March 1, 2010

Noise Free America
For immediate release

Contact:
Ted Rueter
877-NOISE-NO
[email protected]

Albany: George Prochnik, a freelance writer, has won this month’s Noisy Dozen Award from Noise Free America for promoting the obnoxious, loud, illegal boom car lifestyle.

In March 2009, Prochnik wrote a pro-noise article for Playboy, “Boom Car Boom: Hard-Core Bass Heads Don’t Care How Fast Their Cars Are–Only How Loud.” Prochnik states that his journey to “Explosive Sound,” a gathering of boom car boys, was motivated by reading posts on Noise Free America’s list-serv, “for which boom cars constitute the incarnation of absolute evil.” He notes that members of Noise Free America’s online discussion group regularly produce “a thread involving the arrest of someone somewhere for assaulting a person who complained about the noise of a car, or an attack on a police officer who stopped a vehicle for loud music, or the announcement of a new link between boom cars and drug dealers, or the discovery of guns inside a boom car, or the passage of a new anti-boom car ordinance.
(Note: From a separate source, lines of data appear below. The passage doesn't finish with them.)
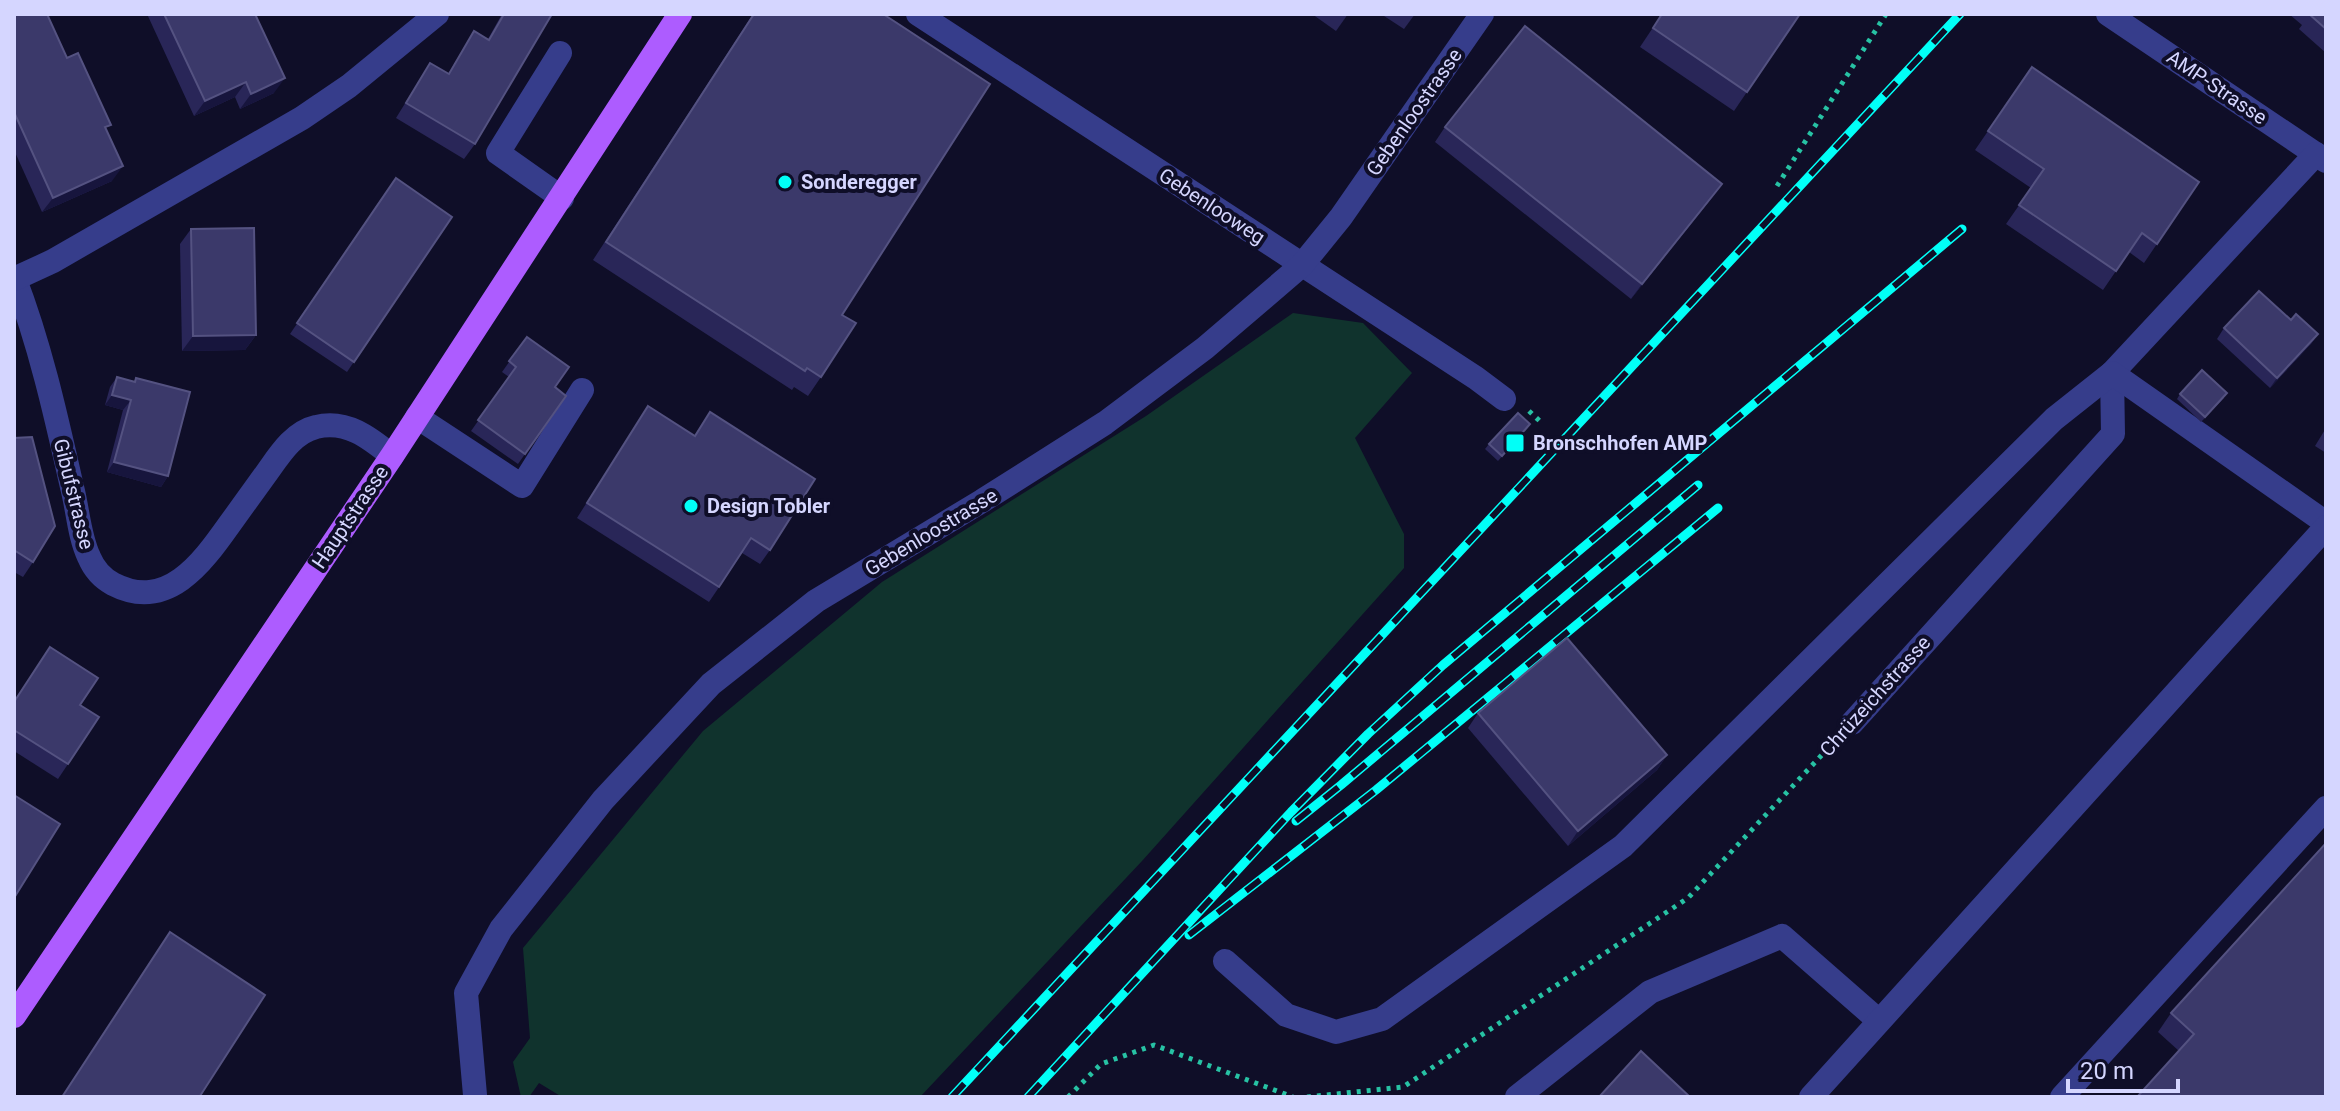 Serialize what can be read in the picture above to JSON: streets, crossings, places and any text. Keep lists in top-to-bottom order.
{
  "streets": {
    "main road": ["Hauptstrasse"],
    "street": [
      "AMP-Strasse",
      "Gebenloostrasse",
      "Gebenlooweg",
      "Gibufstrasse",
      "Chrüzeichstrasse"
    ]
  },
  "crossings": [
    ["Gebenloostrasse", "Gebenlooweg"],
    ["Gibufstrasse", "Hauptstrasse"]
  ],
  "places": {
    "other": ["Sonderegger", "Design Tobler"],
    "transit": ["Bronschhofen AMP"]
  },
  "scale_bar": "20 m"
} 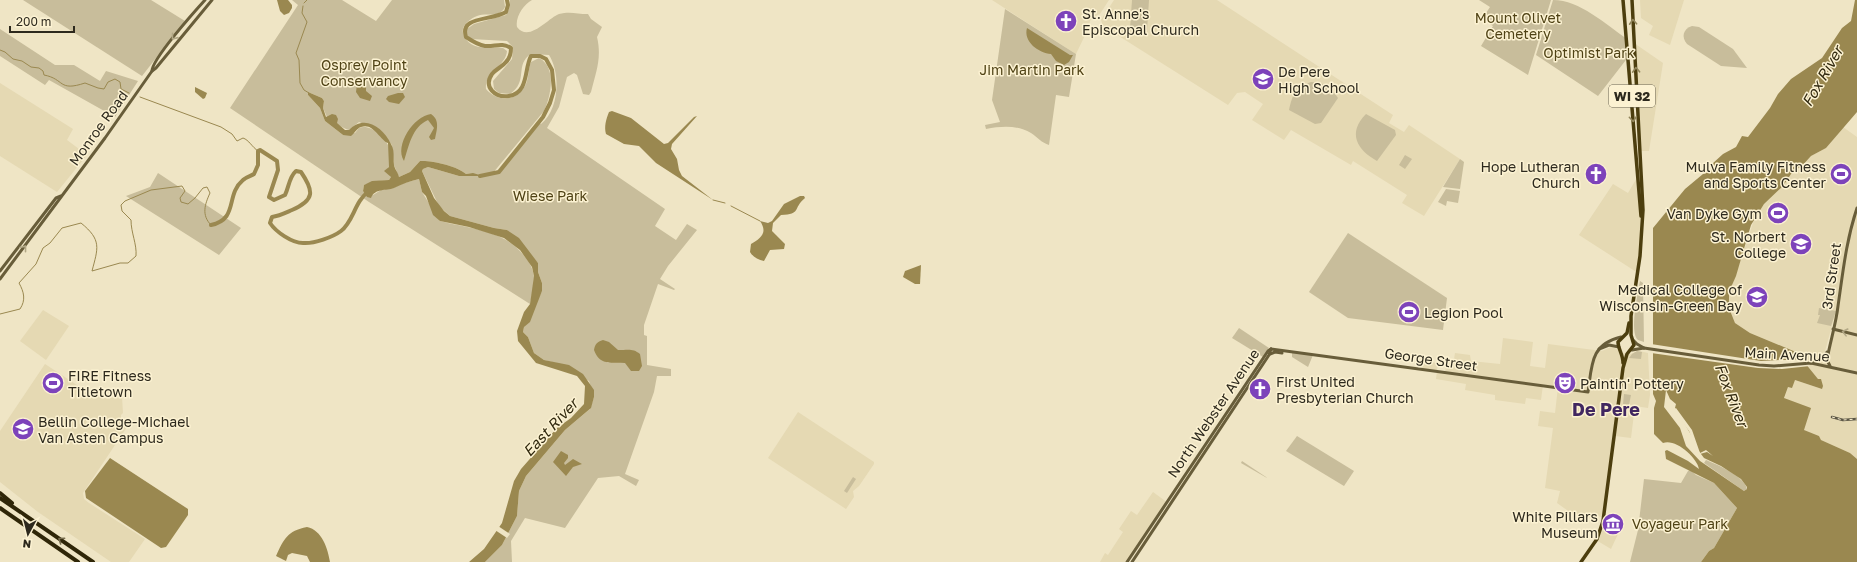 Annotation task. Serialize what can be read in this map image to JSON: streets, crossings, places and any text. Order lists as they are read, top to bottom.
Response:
{
  "streets": {
    "main road": [
      "WI 32",
      "Monroe Road",
      "3rd Street",
      "Main Avenue",
      "George Street",
      "North Webster Avenue"
    ]
  },
  "crossings": [
    ["WI 32", "Main Avenue"],
    ["3rd Street", "Main Avenue"],
    ["George Street", "North Webster Avenue"]
  ],
  "districts": ["De Pere"],
  "water": ["Fox River", "East River"],
  "parks": [
    "Mount Olivet Cemetery",
    "Optimist Park",
    "Osprey Point Conservancy",
    "Jim Martin Park",
    "Wiese Park",
    "Voyageur Park"
  ],
  "places": {
    "church": ["St. Anne's Episcopal Church", "Hope Lutheran Church", "First United Presbyterian Church"],
    "school or university": [
      "De Pere High School",
      "St. Norbert College",
      "Medical College of Wisconsin-Green Bay",
      "Bellin College-Michael Van Asten Campus"
    ],
    "sports": [
      "Mulva Family Fitness and Sports Center",
      "Van Dyke Gym",
      "Legion Pool",
      "FIRE Fitness Titletown"
    ],
    "theatre": ["Paintin' Pottery"],
    "museum": ["White Pillars Museum"]
  },
  "scale_bar": "200 m",
  "north": "bottom"
} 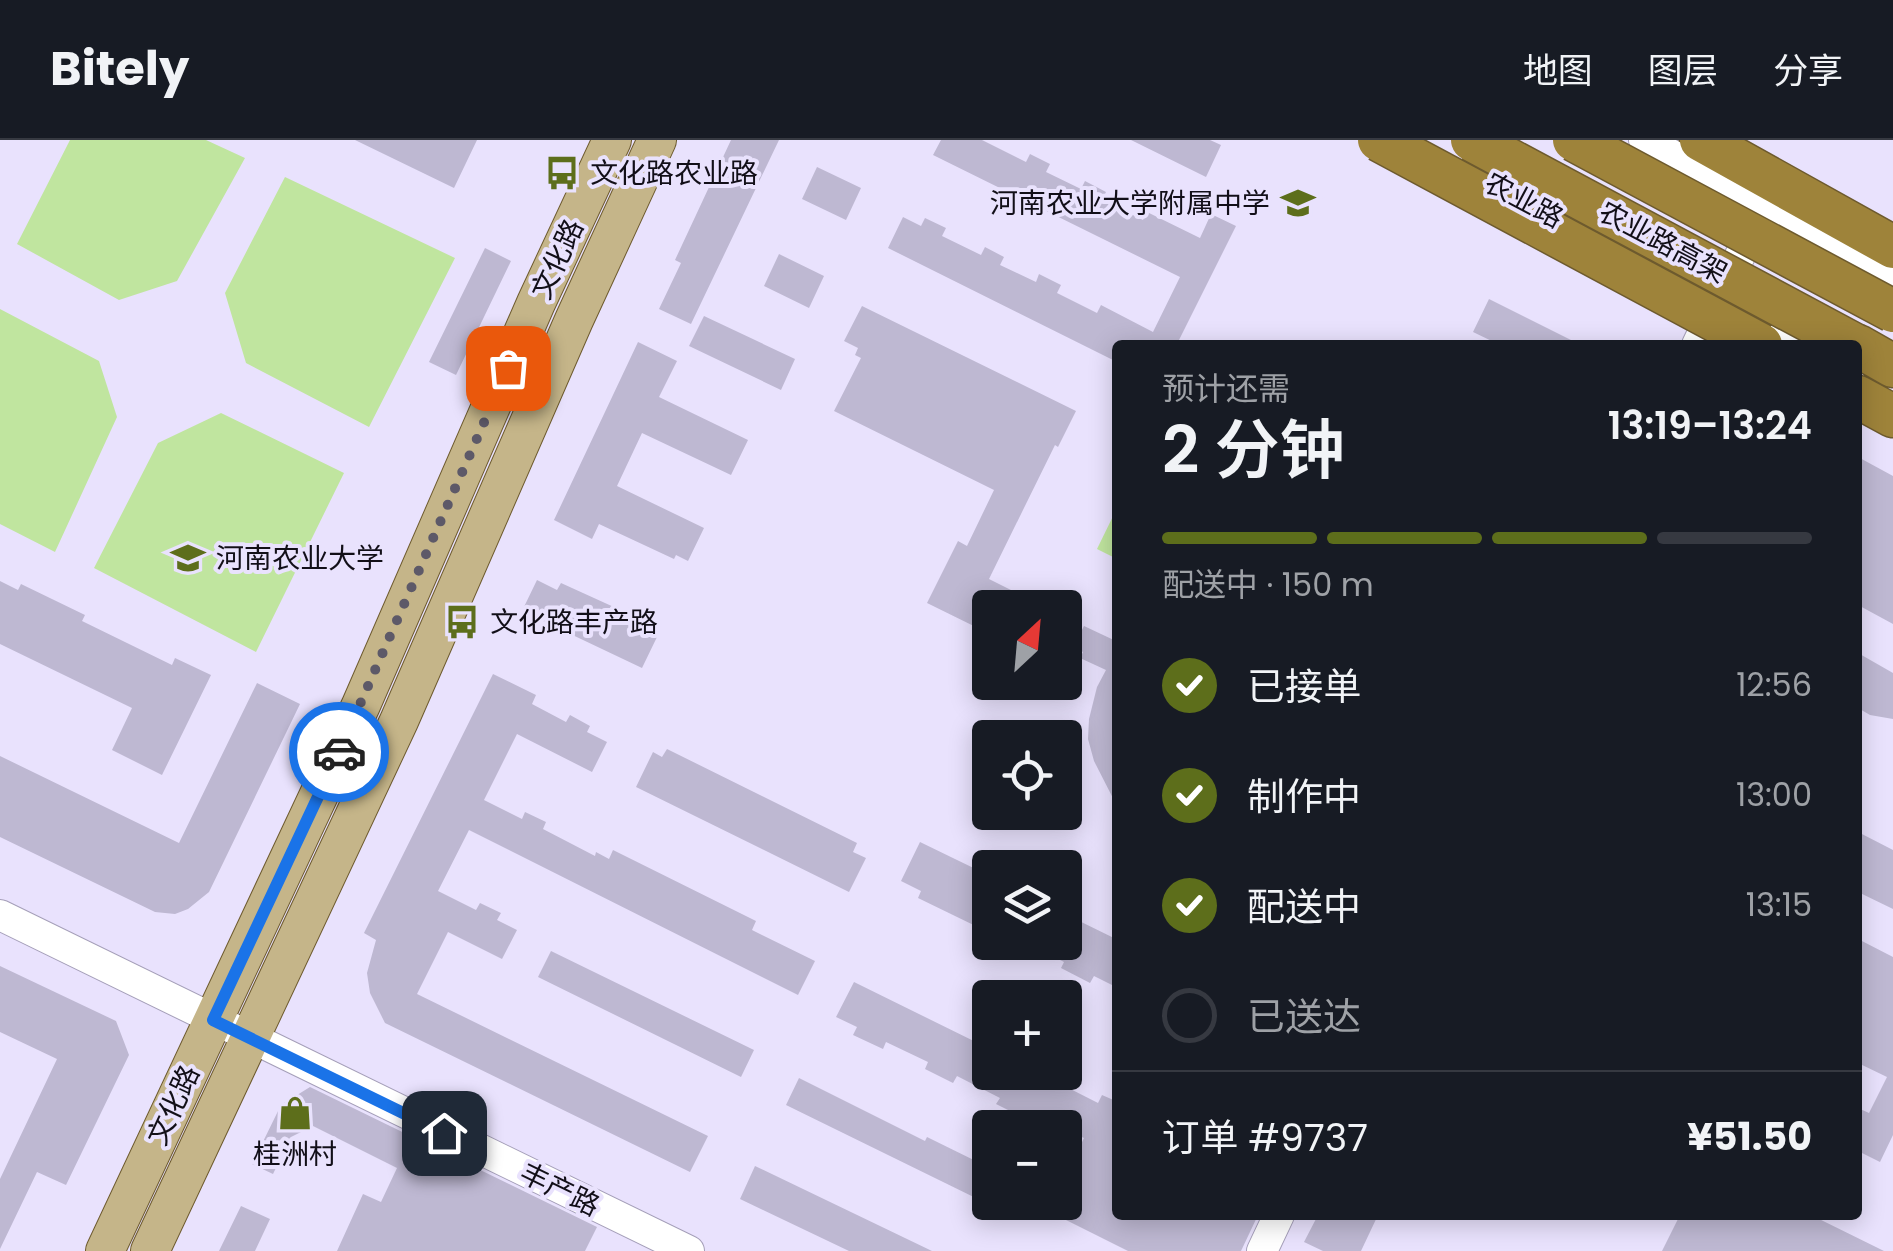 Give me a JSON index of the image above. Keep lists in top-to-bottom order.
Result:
{
  "streets": {
    "highway": ["农业路高架"],
    "main road": ["文化路"],
    "street": ["农业路", "丰产路"]
  },
  "crossings": [
    ["文化路", "丰产路"]
  ],
  "places": {
    "bus stop": ["文化路农业路", "文化路丰产路"],
    "school or university": ["河南农业大学附属中学", "河南农业大学"],
    "shop": ["桂洲村"]
  },
  "north": "top right",
  "page": {
    "header": "Bitely",
    "nav": ["地图", "图层", "分享"],
    "heading": ["2 分钟", "预计还需", "13:19–13:24"],
    "panel": ["订单 #9737", "¥51.50"],
    "bar": "配送中 · 150 m",
    "map_buttons": ["+", "−"],
    "list": [
      ["已接单", "12:56"],
      ["制作中", "13:00"],
      ["配送中", "13:15"],
      "已送达"
    ]
  }
} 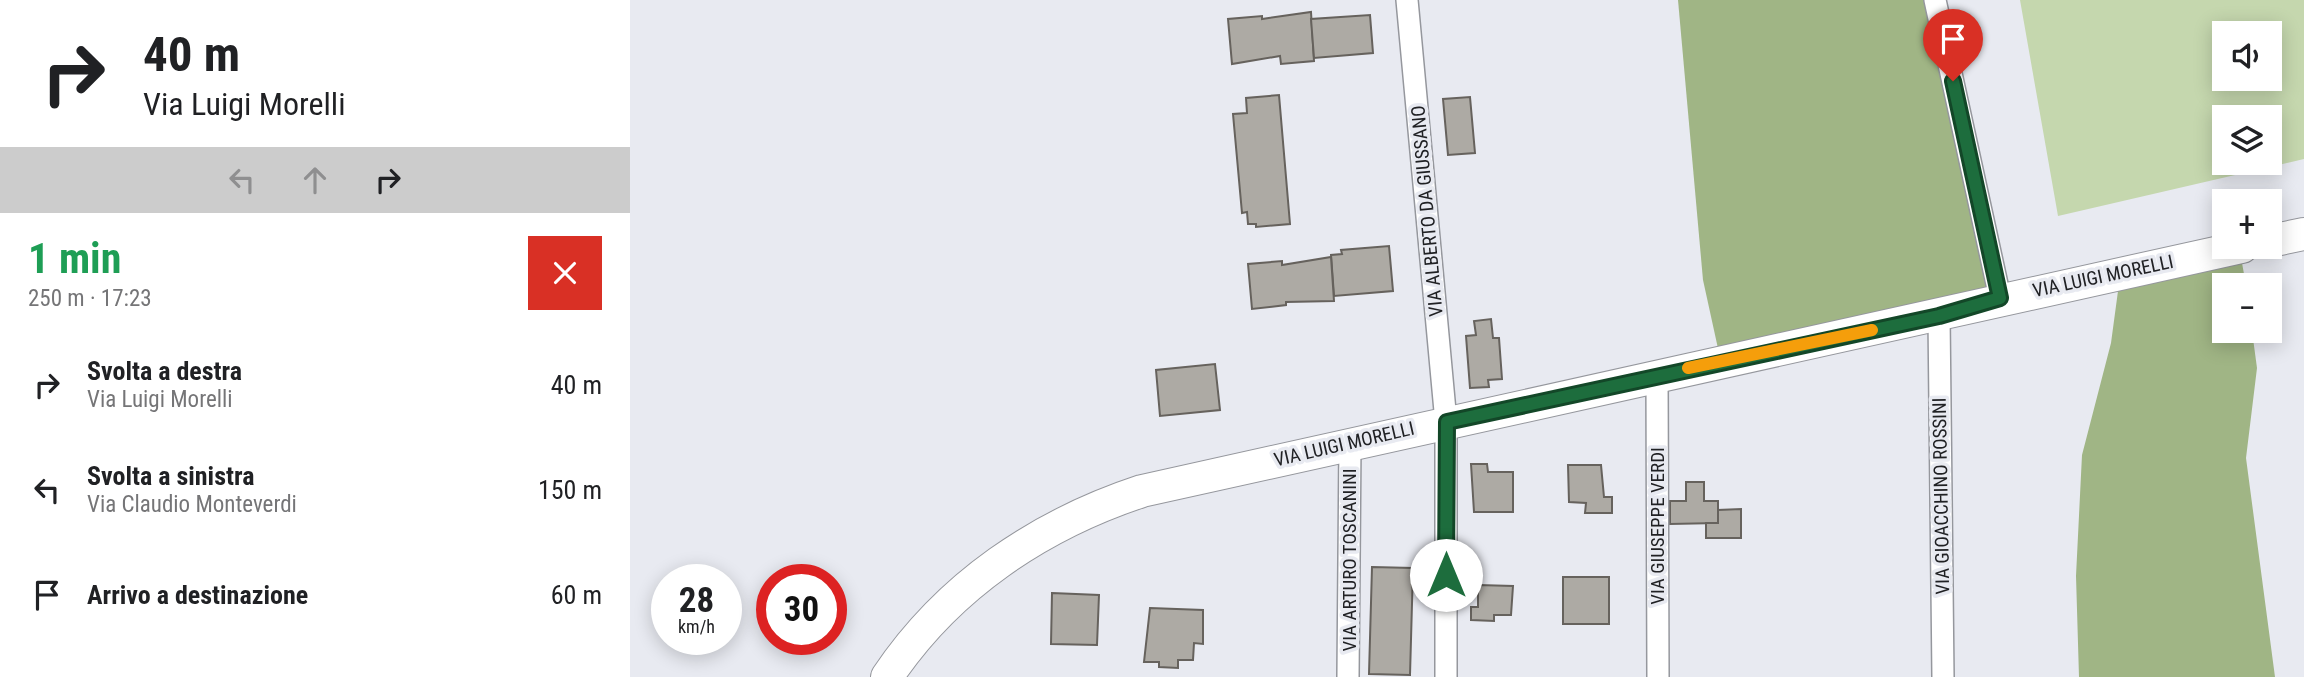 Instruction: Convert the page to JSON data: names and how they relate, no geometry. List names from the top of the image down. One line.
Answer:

The tone of the threads is always of the highest dudgeon–boom-car owners are invariably referred to as thugs or “boom thugs”–and the posts often drip with lathery bile….”

In his article, Prochnik equates the obnoxious, thumping, illegal noise of the boom car boys with the pleas of Noise Free America members for peace and quiet: “But were the ‘human garbage’ who perpetrated the crime really the ‘life’s blood of the boom-car pestilence’? And is the rage of the online anti-loudness soapbox even its own form of noise?”

Prochnik also attempts to present boom car “enthusiasts” as respectful, decent citizens. He describes the allegedly “quiet, respectful tone” of the Florida SPL Discussion Board. At a Car Stereo Competition, Prochnik approvingly quotes Robin Butler (aka “MPE Pimp”), who states that “the people who go to shows continuously–most of us are respectful. They call it ‘thumping responsibly.’ That’s what we do. But you get the kids, and they have a loud system in their cars, and they want everybody to know, so they play it loud all the time. Unfortunately, they’re in the majority, because a lot of people who have car stereos don’t come to shows.”

At the car stereo event, Prochnik was giddy, cavalierly encouraging a boom car boy to “crank it up.”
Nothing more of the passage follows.